KMeans needs parameters above and also below.

Key Default Type Required Description
initMode "random" String no The initialization algorithm. Supported options: ‘random’.
seed null Long no The random seed.
maxIter 20 Integer no Maximum number of iterations.

Examples #

import org.apache.flink.ml.clustering.kmeans.KMeans;
import org.apache.flink.ml.clustering.kmeans.KMeansModel;
import org.apache.flink.ml.linalg.DenseVector;
import org.apache.flink.ml.linalg.Vectors;
import org.apache.flink.streaming.api.datastream.DataStream;
import org.apache.flink.streaming.api.environment.StreamExecutionEnvironment;
import org.apache.flink.table.api.Table;
import org.apache.flink.table.api.bridge.java.StreamTableEnvironment;
import org.apache.flink.types.Row;
import org.apache.flink.util.CloseableIterator;

/** Simple program that trains a KMeans model and uses it for clustering. */
public class KMeansExample {
    public static void main(String[] args) {
        StreamExecutionEnvironment env = StreamExecutionEnvironment.getExecutionEnvironment();
        StreamTableEnvironment tEnv = StreamTableEnvironment.create(env);

        // Generates input data.
        DataStream<DenseVector> inputStream =
                env.fromElements(
                        Vectors.dense(0.0, 0.0),
                        Vectors.dense(0.0, 0.3),
                        Vectors.dense(0.3, 0.0),
                        Vectors.dense(9.0, 0.0),
                        Vectors.dense(9.0, 0.6),
                        Vectors.dense(9.6, 0.0));
        Table inputTable = tEnv.fromDataStream(inputStream).as("features");

        // Creates a K-means object and initializes its parameters.
        KMeans kmeans = new KMeans().setK(2).setSeed(1L);

        // Trains the K-means Model.
        KMeansModel kmeansModel = kmeans.fit(inputTable);

        // Uses the K-means Model for predictions.
        Table outputTable = kmeansModel.transform(inputTable)[0];

        // Extracts and displays the results.
        for (CloseableIterator<Row> it = outputTable.execute().collect(); it.hasNext(); ) {
            Row row = it.next();
            DenseVector features = (DenseVector) row.getField(kmeans.getFeaturesCol());
            int clusterId = (Integer) row.getField(kmeans.getPredictionCol());
            System.out.printf("Features: %s \tCluster ID: %s\n", features, clusterId);
        }
    }
}

# Simple program that trains a KMeans model and uses it for clustering.
#
# Before executing this program, please make sure you have followed Flink ML's
# quick start guideline to set up Flink ML and Flink environment. The guideline
# can be found at
#
# https://nightlies.apache.org/flink/flink-ml-docs-master/docs/try-flink-ml/quick-start/

from pyflink.common import Types
from pyflink.datastream import StreamExecutionEnvironment
from pyflink.ml.core.linalg import Vectors, DenseVectorTypeInfo
from pyflink.ml.lib.clustering.kmeans import KMeans
from pyflink.table import StreamTableEnvironment

# create a new StreamExecutionEnvironment
env = StreamExecutionEnvironment.get_execution_environment()
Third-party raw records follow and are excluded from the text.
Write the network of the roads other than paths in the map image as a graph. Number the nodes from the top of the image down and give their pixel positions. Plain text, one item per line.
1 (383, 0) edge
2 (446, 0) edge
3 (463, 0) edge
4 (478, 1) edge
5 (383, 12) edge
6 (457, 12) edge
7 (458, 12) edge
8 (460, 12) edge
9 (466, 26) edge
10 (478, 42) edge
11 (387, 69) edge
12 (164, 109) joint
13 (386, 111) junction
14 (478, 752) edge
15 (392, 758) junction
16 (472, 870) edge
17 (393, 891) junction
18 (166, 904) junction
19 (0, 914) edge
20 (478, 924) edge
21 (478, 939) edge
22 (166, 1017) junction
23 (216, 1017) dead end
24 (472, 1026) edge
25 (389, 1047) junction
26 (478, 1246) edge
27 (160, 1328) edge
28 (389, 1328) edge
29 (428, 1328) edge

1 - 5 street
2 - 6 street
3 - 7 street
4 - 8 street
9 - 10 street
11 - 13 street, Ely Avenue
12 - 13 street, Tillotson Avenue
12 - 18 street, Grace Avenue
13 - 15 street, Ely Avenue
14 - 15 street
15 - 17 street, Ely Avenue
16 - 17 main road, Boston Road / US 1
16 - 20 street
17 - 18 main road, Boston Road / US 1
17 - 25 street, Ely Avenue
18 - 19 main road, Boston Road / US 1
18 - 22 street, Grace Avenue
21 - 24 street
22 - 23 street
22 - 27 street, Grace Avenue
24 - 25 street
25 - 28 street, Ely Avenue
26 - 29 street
# create a StreamTableEnvironment
t_env = StreamTableEnvironment.create(env)

# generate input data
input_data = t_env.from_data_stream(
    env.from_collection([
        (Vectors.dense([0.0, 0.0]),),
        (Vectors.dense([0.0, 0.3]),),
        (Vectors.dense([0.3, 3.0]),),
        (Vectors.dense([9.0, 0.0]),),
        (Vectors.dense([9.0, 0.6]),),
        (Vectors.dense([9.6, 0.0]),),
    ],
        type_info=Types.ROW_NAMED(
            ['features'],
            [DenseVectorTypeInfo()])))

# create a kmeans object and initialize its parameters
kmeans = KMeans().set_k(2).set_seed(1)

# train the kmeans model
model = kmeans.fit(input_data)

# use the kmeans model for predictions
output = model.transform(input_data)[0]

# extract and display the results
field_names = output.get_schema().get_field_names()
for result in t_env.to_data_stream(output).execute_and_collect():
    features = result[field_names.index(kmeans.get_features_col())]
    cluster_id = result[field_names.index(kmeans.get_prediction_col())]
    print('Features: ' + str(features) + ' \tCluster Id: ' + str(cluster_id))

Online K-means #

Online K-Means extends the function of K-Means, supporting to train a K-Means model continuously according to an unbounded stream of train data.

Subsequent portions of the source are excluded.